Start of Block

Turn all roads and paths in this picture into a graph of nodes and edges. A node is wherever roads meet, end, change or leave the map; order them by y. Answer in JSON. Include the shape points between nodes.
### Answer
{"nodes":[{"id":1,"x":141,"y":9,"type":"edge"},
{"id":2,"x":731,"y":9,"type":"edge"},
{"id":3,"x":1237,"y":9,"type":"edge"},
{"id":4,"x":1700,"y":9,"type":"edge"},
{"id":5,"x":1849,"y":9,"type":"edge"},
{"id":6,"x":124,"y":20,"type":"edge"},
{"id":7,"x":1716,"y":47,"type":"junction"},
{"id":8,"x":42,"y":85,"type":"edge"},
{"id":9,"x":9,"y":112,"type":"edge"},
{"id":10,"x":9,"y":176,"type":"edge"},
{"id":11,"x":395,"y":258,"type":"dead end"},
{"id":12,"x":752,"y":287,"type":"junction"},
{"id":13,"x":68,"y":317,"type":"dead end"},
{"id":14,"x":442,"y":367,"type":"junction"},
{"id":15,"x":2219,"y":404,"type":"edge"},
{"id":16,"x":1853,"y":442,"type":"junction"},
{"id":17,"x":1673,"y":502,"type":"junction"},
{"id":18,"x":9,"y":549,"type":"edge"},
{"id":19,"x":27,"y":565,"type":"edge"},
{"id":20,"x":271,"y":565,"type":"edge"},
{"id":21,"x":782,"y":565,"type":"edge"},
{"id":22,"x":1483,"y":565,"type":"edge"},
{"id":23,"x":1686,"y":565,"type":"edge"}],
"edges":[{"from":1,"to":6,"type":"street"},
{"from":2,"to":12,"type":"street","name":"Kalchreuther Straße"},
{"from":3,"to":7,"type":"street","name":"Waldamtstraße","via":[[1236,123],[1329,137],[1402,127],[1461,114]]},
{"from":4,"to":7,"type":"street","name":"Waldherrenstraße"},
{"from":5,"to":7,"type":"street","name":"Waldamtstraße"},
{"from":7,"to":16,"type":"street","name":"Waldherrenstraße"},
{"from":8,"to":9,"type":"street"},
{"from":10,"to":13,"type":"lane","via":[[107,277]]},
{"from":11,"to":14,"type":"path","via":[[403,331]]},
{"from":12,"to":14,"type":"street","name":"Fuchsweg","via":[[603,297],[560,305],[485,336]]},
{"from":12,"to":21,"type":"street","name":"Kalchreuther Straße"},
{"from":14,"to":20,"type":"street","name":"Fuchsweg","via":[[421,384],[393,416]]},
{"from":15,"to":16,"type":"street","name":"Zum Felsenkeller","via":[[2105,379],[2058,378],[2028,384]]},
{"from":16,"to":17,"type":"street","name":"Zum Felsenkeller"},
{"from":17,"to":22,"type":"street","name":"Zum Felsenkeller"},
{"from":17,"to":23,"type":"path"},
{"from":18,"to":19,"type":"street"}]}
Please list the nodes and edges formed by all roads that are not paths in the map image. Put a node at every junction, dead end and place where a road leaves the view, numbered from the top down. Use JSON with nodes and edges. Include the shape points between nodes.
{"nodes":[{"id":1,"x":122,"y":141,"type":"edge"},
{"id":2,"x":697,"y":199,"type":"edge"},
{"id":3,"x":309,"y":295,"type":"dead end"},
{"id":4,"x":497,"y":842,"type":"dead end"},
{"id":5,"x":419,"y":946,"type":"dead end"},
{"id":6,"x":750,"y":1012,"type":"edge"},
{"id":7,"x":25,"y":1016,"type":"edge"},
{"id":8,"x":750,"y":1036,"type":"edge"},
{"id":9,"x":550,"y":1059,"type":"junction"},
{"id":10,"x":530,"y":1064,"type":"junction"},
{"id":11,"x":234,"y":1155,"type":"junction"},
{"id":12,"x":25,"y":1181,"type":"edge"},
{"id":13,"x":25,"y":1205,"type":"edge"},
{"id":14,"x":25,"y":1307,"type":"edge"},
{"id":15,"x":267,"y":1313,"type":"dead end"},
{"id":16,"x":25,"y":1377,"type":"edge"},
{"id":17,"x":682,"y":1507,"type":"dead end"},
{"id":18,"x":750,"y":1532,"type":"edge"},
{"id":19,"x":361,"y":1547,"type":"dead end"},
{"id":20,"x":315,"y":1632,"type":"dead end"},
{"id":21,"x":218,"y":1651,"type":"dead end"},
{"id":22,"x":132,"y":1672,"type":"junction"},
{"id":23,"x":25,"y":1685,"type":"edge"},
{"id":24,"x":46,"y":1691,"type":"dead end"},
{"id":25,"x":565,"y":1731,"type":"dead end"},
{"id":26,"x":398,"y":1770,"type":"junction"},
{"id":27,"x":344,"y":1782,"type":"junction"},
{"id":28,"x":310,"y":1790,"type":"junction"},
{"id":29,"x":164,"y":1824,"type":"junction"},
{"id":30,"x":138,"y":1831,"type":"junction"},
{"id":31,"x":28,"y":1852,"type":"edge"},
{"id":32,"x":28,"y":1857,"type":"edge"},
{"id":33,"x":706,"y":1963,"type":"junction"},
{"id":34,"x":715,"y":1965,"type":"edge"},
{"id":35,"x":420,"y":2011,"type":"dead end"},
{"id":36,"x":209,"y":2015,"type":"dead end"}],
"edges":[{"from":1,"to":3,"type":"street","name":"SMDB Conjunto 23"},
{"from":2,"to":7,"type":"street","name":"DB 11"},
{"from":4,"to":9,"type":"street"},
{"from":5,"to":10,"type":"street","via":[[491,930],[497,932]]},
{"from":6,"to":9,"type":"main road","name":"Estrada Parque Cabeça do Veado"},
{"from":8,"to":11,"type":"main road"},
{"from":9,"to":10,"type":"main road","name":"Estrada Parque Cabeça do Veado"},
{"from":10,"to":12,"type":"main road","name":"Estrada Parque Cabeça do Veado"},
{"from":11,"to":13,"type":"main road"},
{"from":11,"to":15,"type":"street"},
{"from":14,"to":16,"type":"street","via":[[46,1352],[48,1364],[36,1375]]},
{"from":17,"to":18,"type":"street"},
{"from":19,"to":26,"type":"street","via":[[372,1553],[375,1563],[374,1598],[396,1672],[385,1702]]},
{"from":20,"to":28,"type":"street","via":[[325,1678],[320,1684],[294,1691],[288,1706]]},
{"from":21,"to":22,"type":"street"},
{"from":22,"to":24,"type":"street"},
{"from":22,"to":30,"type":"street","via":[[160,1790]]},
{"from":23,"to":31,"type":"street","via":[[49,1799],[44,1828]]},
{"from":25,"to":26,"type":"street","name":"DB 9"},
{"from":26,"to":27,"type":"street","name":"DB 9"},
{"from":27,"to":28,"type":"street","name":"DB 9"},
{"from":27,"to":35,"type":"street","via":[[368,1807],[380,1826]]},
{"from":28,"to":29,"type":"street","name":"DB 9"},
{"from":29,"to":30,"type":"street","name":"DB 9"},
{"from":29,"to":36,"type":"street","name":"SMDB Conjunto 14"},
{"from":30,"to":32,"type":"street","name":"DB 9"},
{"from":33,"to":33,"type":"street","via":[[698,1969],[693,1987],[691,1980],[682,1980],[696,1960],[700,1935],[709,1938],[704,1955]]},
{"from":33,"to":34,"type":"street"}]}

End of Block

* **Exercise requirements**
After reading the listing above, print each line back exactly.

* **Solution for this problem**
Turn all roads and paths in this picture into a graph of nodes and edges. A node is wherever roads meet, end, change or leave the map; order them by y. Answer in JSON. Include the shape points between nodes.
### Answer
{"nodes":[{"id":1,"x":141,"y":9,"type":"edge"},
{"id":2,"x":731,"y":9,"type":"edge"},
{"id":3,"x":1237,"y":9,"type":"edge"},
{"id":4,"x":1700,"y":9,"type":"edge"},
{"id":5,"x":1849,"y":9,"type":"edge"},
{"id":6,"x":124,"y":20,"type":"edge"},
{"id":7,"x":1716,"y":47,"type":"junction"},
{"id":8,"x":42,"y":85,"type":"edge"},
{"id":9,"x":9,"y":112,"type":"edge"},
{"id":10,"x":9,"y":176,"type":"edge"},
{"id":11,"x":395,"y":258,"type":"dead end"},
{"id":12,"x":752,"y":287,"type":"junction"},
{"id":13,"x":68,"y":317,"type":"dead end"},
{"id":14,"x":442,"y":367,"type":"junction"},
{"id":15,"x":2219,"y":404,"type":"edge"},
{"id":16,"x":1853,"y":442,"type":"junction"},
{"id":17,"x":1673,"y":502,"type":"junction"},
{"id":18,"x":9,"y":549,"type":"edge"},
{"id":19,"x":27,"y":565,"type":"edge"},
{"id":20,"x":271,"y":565,"type":"edge"},
{"id":21,"x":782,"y":565,"type":"edge"},
{"id":22,"x":1483,"y":565,"type":"edge"},
{"id":23,"x":1686,"y":565,"type":"edge"}],
"edges":[{"from":1,"to":6,"type":"street"},
{"from":2,"to":12,"type":"street","name":"Kalchreuther Straße"},
{"from":3,"to":7,"type":"street","name":"Waldamtstraße","via":[[1236,123],[1329,137],[1402,127],[1461,114]]},
{"from":4,"to":7,"type":"street","name":"Waldherrenstraße"},
{"from":5,"to":7,"type":"street","name":"Waldamtstraße"},
{"from":7,"to":16,"type":"street","name":"Waldherrenstraße"},
{"from":8,"to":9,"type":"street"},
{"from":10,"to":13,"type":"lane","via":[[107,277]]},
{"from":11,"to":14,"type":"path","via":[[403,331]]},
{"from":12,"to":14,"type":"street","name":"Fuchsweg","via":[[603,297],[560,305],[485,336]]},
{"from":12,"to":21,"type":"street","name":"Kalchreuther Straße"},
{"from":14,"to":20,"type":"street","name":"Fuchsweg","via":[[421,384],[393,416]]},
{"from":15,"to":16,"type":"street","name":"Zum Felsenkeller","via":[[2105,379],[2058,378],[2028,384]]},
{"from":16,"to":17,"type":"street","name":"Zum Felsenkeller"},
{"from":17,"to":22,"type":"street","name":"Zum Felsenkeller"},
{"from":17,"to":23,"type":"path"},
{"from":18,"to":19,"type":"street"}]}
Please list the nodes and edges formed by all roads that are not paths in the map image. Put a node at every junction, dead end and place where a road leaves the view, numbered from the top down. Use JSON with nodes and edges. Include the shape points between nodes.
{"nodes":[{"id":1,"x":122,"y":141,"type":"edge"},
{"id":2,"x":697,"y":199,"type":"edge"},
{"id":3,"x":309,"y":295,"type":"dead end"},
{"id":4,"x":497,"y":842,"type":"dead end"},
{"id":5,"x":419,"y":946,"type":"dead end"},
{"id":6,"x":750,"y":1012,"type":"edge"},
{"id":7,"x":25,"y":1016,"type":"edge"},
{"id":8,"x":750,"y":1036,"type":"edge"},
{"id":9,"x":550,"y":1059,"type":"junction"},
{"id":10,"x":530,"y":1064,"type":"junction"},
{"id":11,"x":234,"y":1155,"type":"junction"},
{"id":12,"x":25,"y":1181,"type":"edge"},
{"id":13,"x":25,"y":1205,"type":"edge"},
{"id":14,"x":25,"y":1307,"type":"edge"},
{"id":15,"x":267,"y":1313,"type":"dead end"},
{"id":16,"x":25,"y":1377,"type":"edge"},
{"id":17,"x":682,"y":1507,"type":"dead end"},
{"id":18,"x":750,"y":1532,"type":"edge"},
{"id":19,"x":361,"y":1547,"type":"dead end"},
{"id":20,"x":315,"y":1632,"type":"dead end"},
{"id":21,"x":218,"y":1651,"type":"dead end"},
{"id":22,"x":132,"y":1672,"type":"junction"},
{"id":23,"x":25,"y":1685,"type":"edge"},
{"id":24,"x":46,"y":1691,"type":"dead end"},
{"id":25,"x":565,"y":1731,"type":"dead end"},
{"id":26,"x":398,"y":1770,"type":"junction"},
{"id":27,"x":344,"y":1782,"type":"junction"},
{"id":28,"x":310,"y":1790,"type":"junction"},
{"id":29,"x":164,"y":1824,"type":"junction"},
{"id":30,"x":138,"y":1831,"type":"junction"},
{"id":31,"x":28,"y":1852,"type":"edge"},
{"id":32,"x":28,"y":1857,"type":"edge"},
{"id":33,"x":706,"y":1963,"type":"junction"},
{"id":34,"x":715,"y":1965,"type":"edge"},
{"id":35,"x":420,"y":2011,"type":"dead end"},
{"id":36,"x":209,"y":2015,"type":"dead end"}],
"edges":[{"from":1,"to":3,"type":"street","name":"SMDB Conjunto 23"},
{"from":2,"to":7,"type":"street","name":"DB 11"},
{"from":4,"to":9,"type":"street"},
{"from":5,"to":10,"type":"street","via":[[491,930],[497,932]]},
{"from":6,"to":9,"type":"main road","name":"Estrada Parque Cabeça do Veado"},
{"from":8,"to":11,"type":"main road"},
{"from":9,"to":10,"type":"main road","name":"Estrada Parque Cabeça do Veado"},
{"from":10,"to":12,"type":"main road","name":"Estrada Parque Cabeça do Veado"},
{"from":11,"to":13,"type":"main road"},
{"from":11,"to":15,"type":"street"},
{"from":14,"to":16,"type":"street","via":[[46,1352],[48,1364],[36,1375]]},
{"from":17,"to":18,"type":"street"},
{"from":19,"to":26,"type":"street","via":[[372,1553],[375,1563],[374,1598],[396,1672],[385,1702]]},
{"from":20,"to":28,"type":"street","via":[[325,1678],[320,1684],[294,1691],[288,1706]]},
{"from":21,"to":22,"type":"street"},
{"from":22,"to":24,"type":"street"},
{"from":22,"to":30,"type":"street","via":[[160,1790]]},
{"from":23,"to":31,"type":"street","via":[[49,1799],[44,1828]]},
{"from":25,"to":26,"type":"street","name":"DB 9"},
{"from":26,"to":27,"type":"street","name":"DB 9"},
{"from":27,"to":28,"type":"street","name":"DB 9"},
{"from":27,"to":35,"type":"street","via":[[368,1807],[380,1826]]},
{"from":28,"to":29,"type":"street","name":"DB 9"},
{"from":29,"to":30,"type":"street","name":"DB 9"},
{"from":29,"to":36,"type":"street","name":"SMDB Conjunto 14"},
{"from":30,"to":32,"type":"street","name":"DB 9"},
{"from":33,"to":33,"type":"street","via":[[698,1969],[693,1987],[691,1980],[682,1980],[696,1960],[700,1935],[709,1938],[704,1955]]},
{"from":33,"to":34,"type":"street"}]}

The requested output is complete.